DATA SHOWN Start Marker

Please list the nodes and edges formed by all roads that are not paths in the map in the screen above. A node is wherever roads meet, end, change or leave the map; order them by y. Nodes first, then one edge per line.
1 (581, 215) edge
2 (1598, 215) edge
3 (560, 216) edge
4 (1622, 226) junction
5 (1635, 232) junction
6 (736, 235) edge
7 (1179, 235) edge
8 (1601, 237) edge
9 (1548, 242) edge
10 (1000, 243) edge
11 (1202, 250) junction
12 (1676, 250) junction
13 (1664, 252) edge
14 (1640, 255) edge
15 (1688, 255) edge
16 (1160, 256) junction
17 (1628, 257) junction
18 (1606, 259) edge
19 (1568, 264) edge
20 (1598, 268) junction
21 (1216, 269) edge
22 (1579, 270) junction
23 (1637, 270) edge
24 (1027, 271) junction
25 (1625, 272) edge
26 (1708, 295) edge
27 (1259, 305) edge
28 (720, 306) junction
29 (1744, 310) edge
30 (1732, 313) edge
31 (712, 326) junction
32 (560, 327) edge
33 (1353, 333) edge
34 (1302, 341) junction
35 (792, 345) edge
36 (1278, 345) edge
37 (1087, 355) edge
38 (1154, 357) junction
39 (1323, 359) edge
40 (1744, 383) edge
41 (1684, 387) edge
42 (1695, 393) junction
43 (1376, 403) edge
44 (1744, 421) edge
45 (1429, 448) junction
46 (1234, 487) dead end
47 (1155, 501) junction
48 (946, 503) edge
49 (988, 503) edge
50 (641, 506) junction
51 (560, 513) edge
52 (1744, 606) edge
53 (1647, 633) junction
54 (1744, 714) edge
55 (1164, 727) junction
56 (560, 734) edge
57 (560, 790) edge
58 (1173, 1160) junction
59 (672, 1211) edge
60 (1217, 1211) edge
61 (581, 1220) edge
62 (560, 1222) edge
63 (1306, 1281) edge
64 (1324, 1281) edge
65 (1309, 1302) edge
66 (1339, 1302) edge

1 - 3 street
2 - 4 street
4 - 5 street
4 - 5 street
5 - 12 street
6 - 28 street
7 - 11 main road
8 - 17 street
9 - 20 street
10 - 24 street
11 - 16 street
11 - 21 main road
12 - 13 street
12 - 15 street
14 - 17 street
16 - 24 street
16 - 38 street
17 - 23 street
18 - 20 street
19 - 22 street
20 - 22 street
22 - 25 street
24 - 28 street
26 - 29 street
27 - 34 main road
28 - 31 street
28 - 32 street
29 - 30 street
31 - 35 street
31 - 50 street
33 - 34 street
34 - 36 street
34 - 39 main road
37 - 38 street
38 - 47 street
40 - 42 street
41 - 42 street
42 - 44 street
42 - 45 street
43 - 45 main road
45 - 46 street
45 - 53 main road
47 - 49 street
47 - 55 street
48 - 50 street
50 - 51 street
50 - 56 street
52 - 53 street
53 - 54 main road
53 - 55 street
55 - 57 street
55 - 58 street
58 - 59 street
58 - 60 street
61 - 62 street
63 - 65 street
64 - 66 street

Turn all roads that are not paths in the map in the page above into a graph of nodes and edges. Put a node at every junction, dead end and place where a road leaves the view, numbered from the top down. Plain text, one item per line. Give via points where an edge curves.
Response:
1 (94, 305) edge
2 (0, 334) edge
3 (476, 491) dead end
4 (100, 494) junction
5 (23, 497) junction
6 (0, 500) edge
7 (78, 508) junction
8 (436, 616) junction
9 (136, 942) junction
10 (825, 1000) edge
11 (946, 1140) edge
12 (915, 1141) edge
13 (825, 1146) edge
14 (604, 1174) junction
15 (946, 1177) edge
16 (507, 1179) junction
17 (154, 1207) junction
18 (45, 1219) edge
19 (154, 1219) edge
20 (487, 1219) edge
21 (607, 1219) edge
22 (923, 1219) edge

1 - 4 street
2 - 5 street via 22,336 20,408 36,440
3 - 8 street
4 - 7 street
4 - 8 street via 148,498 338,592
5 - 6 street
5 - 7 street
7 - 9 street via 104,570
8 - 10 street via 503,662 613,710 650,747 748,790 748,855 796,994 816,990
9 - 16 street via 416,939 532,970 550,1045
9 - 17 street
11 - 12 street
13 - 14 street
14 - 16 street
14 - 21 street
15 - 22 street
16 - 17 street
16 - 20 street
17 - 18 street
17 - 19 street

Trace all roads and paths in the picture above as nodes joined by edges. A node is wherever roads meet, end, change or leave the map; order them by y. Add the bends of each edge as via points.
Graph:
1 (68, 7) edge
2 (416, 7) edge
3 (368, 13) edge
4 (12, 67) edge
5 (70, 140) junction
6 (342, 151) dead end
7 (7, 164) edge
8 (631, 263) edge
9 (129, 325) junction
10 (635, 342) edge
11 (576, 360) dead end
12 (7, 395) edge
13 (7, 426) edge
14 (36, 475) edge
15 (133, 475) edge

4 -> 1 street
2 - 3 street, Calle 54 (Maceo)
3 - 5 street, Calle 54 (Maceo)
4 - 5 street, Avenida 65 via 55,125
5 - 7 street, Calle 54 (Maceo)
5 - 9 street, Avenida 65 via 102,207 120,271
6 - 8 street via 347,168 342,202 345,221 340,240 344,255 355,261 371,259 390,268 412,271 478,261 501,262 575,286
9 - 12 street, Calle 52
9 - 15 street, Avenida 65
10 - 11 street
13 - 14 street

DATA SHOWN End Marker

# EXERCISE DIRECTIONS:
Above are the entries; copy every line among them that contains the word "Avenida".

# THE ANSWER:
4 - 5 street, Avenida 65 via 55,125
5 - 9 street, Avenida 65 via 102,207 120,271
9 - 15 street, Avenida 65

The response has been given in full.